“Opie…”
Click!
The door gave way, and we stumbled into the dark room. I shut it behind us, listening for anyone calling out our location. Seeing us enter.
“Can we stop with the close calls?” Dzsinn huffed. “Brownies aren’t usually this loud and annoying.”
“And to that I say, you are welcome, sir.” Opie bowed, showing the parchment fan on his head was singed at the edges.
“That wasn’t a compliment,” Dzsinn muttered, moving deeper into the space.
Chirp!Bitzy stuck up her fingers at the genie.
“Everyone be quiet,” I muttered, already scoping out the room. The house was probably once the groundkeeper’s, left mainly abandoned with just threadbare, dusty curtains and a large rug. I searched for any cuts in the wood panels, uneven sections, or a trap door that could lead to the tunnels.
“Shit.” Dzsinn’s low voice pulled me to him, following his attention to the far wall.
I blinked.
“Fuck.” I stood straight, taking in the top-grade rifles decorating the entire wall. “Sonya’s got some connections.”
“They’re Russian-made.” Dzsinn’s brown eyes met mine. “Military issued.”
“Kapd be a faszom.”Suck my dick. I muttered, not wanting to think about the implications. The very people pretending to play nice with the Unified Nations, trying to become allies, were giving weapons to Sonya? Was this a one-time transaction, or were they working together?
My stomach knotted at the notion the same people hunting Raven were also tied to Sonya. Did she already know who she had in her prison? Was I too late? Anxiety bubbled up my throat, a desperation to find my girl.
“Cauta pe camp!” Search the field!a voice boomed from outside, whipping us around, drilling more panic into my bones.
“The entrance to the tunnel has to be somewhere here,” I spat. The building was old, but not as old as the castle. The tunnels would have come first. “Check the floorboards.” I dropped to my knees, Opie leaping down next to me on the ground, searching as my fingers ran over the planks.
Dzsinn kicked at the rug, pulling it away from the floor, but nothing looked different, no hidden trap. “There’s nothing here.”
The door to the house rattled and my heart stopped, my head lurching up. The door handle twisted, only seconds away from people entering, finding us here.
Dzsinn and I moved at the same time, bolting across the space to a closet near the gun wall. Swinging the door open, I stumbled forward, my foot not finding purchase. A full step down, my boot hit a stone stair, my body slamming into the wall with a thud.
Dzsinn rushed in after me, Opie slipping in right as our door shut and the outside door opened.
Darkness enveloped us, the clunks of boots moving right next to us, squeaking the wood floors. I could hear them grabbing weapons before running out again, the door slamming behind them.
Taking a deep breath, I sought to calm my beating heart, my eyes trying to adjust to the pure darkness, feeling Opie crawl up onto my shoulder.

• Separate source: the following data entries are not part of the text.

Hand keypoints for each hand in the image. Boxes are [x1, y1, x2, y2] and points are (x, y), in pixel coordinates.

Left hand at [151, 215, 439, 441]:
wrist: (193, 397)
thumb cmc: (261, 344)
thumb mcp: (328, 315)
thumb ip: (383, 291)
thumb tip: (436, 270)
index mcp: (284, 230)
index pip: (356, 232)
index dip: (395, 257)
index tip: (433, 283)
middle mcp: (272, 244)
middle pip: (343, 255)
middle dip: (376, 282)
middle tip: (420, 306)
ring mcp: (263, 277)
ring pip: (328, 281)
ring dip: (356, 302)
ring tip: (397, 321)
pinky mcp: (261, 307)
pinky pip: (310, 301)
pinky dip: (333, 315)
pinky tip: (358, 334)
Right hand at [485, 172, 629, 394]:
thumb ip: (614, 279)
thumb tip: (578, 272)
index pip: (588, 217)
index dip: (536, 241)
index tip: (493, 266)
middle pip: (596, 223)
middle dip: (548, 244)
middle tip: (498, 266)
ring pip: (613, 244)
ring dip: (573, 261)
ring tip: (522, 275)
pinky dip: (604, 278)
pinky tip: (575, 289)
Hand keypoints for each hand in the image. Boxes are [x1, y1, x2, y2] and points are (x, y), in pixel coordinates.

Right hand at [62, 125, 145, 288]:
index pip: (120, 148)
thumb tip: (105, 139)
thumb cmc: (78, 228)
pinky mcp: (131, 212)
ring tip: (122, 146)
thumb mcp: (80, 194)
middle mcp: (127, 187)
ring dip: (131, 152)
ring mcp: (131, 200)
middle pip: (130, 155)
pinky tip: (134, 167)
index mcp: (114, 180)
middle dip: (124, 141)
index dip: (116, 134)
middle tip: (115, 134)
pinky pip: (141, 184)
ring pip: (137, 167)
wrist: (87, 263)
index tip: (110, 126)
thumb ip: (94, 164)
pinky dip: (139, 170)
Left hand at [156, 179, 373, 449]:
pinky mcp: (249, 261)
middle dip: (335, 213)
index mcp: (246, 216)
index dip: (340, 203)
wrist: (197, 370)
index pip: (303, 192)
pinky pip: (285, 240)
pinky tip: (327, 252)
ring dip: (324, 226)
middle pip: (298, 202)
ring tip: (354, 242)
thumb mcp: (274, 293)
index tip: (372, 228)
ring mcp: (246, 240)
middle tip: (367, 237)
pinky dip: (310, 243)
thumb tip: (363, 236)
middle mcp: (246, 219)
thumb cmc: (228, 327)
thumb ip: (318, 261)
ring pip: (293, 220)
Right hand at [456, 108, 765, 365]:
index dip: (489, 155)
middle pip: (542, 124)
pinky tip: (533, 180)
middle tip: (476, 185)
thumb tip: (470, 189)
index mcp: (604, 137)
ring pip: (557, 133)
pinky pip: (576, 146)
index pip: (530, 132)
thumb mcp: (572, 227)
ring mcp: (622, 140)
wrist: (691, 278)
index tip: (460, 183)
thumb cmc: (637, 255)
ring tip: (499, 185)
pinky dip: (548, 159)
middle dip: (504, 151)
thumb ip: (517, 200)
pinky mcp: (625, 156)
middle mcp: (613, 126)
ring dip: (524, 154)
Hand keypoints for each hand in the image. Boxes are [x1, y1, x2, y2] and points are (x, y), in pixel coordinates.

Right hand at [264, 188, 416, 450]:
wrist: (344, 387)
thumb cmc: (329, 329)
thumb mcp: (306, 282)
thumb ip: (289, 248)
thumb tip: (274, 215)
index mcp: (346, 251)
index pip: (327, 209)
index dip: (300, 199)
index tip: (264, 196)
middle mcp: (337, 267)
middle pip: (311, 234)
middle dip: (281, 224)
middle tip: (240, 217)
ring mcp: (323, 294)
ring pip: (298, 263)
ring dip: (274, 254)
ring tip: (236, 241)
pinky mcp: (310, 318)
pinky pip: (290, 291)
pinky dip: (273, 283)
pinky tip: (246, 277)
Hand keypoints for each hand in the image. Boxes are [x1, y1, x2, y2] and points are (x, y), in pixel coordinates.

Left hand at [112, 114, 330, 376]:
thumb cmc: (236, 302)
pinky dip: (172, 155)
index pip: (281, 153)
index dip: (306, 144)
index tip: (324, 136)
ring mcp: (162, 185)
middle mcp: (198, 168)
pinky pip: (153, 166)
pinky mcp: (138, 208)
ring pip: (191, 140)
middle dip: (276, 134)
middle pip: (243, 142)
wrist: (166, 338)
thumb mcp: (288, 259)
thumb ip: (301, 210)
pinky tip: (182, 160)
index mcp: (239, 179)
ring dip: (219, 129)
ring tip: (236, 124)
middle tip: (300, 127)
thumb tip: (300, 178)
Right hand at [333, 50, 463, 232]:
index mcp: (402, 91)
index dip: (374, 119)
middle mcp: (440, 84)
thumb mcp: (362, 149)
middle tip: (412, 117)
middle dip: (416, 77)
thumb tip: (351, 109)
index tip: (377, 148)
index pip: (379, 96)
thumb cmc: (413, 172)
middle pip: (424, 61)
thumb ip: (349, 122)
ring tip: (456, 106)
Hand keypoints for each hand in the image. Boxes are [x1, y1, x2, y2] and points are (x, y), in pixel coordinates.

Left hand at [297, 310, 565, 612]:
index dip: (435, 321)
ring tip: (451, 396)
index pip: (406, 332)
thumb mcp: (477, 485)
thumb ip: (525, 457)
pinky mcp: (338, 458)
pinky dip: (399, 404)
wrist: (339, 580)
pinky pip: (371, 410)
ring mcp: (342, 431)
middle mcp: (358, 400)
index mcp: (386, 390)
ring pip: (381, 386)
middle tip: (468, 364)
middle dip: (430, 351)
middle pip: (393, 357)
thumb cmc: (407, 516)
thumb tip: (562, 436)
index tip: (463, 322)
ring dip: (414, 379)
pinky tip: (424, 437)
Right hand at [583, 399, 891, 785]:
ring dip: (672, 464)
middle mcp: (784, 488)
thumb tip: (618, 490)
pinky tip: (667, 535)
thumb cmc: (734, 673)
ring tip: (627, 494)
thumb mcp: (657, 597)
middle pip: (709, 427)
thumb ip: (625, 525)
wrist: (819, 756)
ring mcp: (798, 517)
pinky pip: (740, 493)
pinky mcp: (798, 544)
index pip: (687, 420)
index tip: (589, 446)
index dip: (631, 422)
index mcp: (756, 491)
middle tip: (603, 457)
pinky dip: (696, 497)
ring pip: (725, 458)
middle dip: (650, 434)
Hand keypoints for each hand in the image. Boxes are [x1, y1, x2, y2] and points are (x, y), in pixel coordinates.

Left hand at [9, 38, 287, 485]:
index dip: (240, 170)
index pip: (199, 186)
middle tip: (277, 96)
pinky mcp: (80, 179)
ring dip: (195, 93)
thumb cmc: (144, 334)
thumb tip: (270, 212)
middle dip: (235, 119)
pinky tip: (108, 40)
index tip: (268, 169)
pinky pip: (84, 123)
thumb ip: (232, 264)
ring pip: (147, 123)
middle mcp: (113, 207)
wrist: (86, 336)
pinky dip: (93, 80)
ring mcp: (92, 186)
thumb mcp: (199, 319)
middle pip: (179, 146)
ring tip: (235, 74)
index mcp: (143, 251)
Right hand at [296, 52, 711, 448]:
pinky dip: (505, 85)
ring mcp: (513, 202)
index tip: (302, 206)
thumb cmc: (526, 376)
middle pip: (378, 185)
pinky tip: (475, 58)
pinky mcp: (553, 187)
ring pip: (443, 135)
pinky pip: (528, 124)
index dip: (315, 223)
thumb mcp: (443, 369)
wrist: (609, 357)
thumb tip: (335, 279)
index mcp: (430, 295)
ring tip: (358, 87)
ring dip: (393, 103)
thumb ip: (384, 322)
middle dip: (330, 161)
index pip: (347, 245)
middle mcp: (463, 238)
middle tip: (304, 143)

“Does it smell like rat cum to you guys, too?”
“What?” Dzsinn choked at Opie’s words.
Chirp!
“I don’t know personally, I wasjustasking!”
Chirp! Chirp!
“Not true! That’s a total misunderstanding!”
“Both of you shut up.” Digging into my pack, I yanked out a flashlight, the beam defining the small stairwell we were in. Uneven and worn, the steps curved around, taking us to a low basement. The stale air held a timeworn smell of rotting soil, vegetables, and oats, like this was once used to store food. Before refrigerators, most basements were used to keep things cool. They came back in style after the wall between worlds fell twenty-two years ago when electricity frizzled out all human-made appliances, the system not able to bear the magic.
Dzsinn pulled out his own flashlight, moving to the opposite side of me, both of us searching the dingy room. Nothing much was in it except a stack of wooden crates at one end. Trudging to them, I shoved them over, my torch illuminating the ground where they sat, landing on a change in the foundation, a cut in the stone.